4.3 Precondition and characterized failure
The method's value tracks whether feature density localizes the lesion, not the modality. Liver (0.67) is the characterized failure: low-contrast tumors in heterogeneous parenchyma are not locally rare in feature space. Liver is the mirror image of ultrasound — on liver attention (0.756) is the better localizer, on ultrasound it collapses (0.49). A density+attention hybrid does not rescue liver (0.713, between the two; the weak density signal drags down better attention).

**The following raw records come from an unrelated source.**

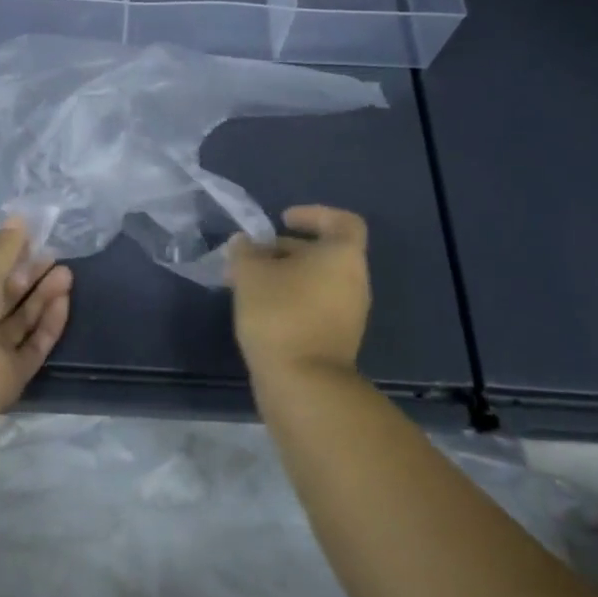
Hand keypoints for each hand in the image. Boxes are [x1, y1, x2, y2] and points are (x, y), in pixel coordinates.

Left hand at [0, 220, 73, 416]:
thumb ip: (4, 249)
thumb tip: (19, 219)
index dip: (8, 260)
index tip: (33, 242)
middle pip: (6, 299)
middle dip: (30, 277)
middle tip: (56, 257)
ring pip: (22, 321)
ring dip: (43, 298)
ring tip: (67, 274)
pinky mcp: (11, 374)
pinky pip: (33, 345)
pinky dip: (48, 325)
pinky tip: (64, 302)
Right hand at [227, 205, 370, 379]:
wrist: (303, 382)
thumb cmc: (280, 313)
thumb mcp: (250, 274)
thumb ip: (245, 251)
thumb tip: (244, 243)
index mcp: (342, 256)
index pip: (341, 221)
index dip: (313, 214)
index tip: (282, 220)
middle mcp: (353, 281)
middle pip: (323, 253)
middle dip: (285, 250)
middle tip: (250, 255)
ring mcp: (348, 313)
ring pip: (315, 281)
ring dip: (283, 276)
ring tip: (245, 283)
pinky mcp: (336, 339)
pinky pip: (314, 305)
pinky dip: (289, 299)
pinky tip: (258, 308)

Deployment rule: use the subspace where density-AUROC clears the floor, else fall back to attention.
5. Results: pruning, certificate, routing
5.1 Membership pruning beats saliency pruning (Finding 3)
Small-lesion recall at matched token budget, membership pruning vs attention-saliency pruning (paired bootstrap CI excludes 0 throughout):
| dataset | budget 0.25 | budget 0.5 |
|---|---|---|
| LIDC lung CT | +27.6 pts | +15.8 pts (89% miss-red) |
| KiTS23 kidney CT | +7.4 pts (40% miss-red) | +1.6 pts (91% miss-red) |
| BUSI breast US | +13.8 pts | +19.0 pts |
Pancreas ties — tumors are large and salient (attention already 0.92), the safe regime where pruning is not a clinical risk. The gain is largest exactly where saliency fails (subtle lesions; ultrasound).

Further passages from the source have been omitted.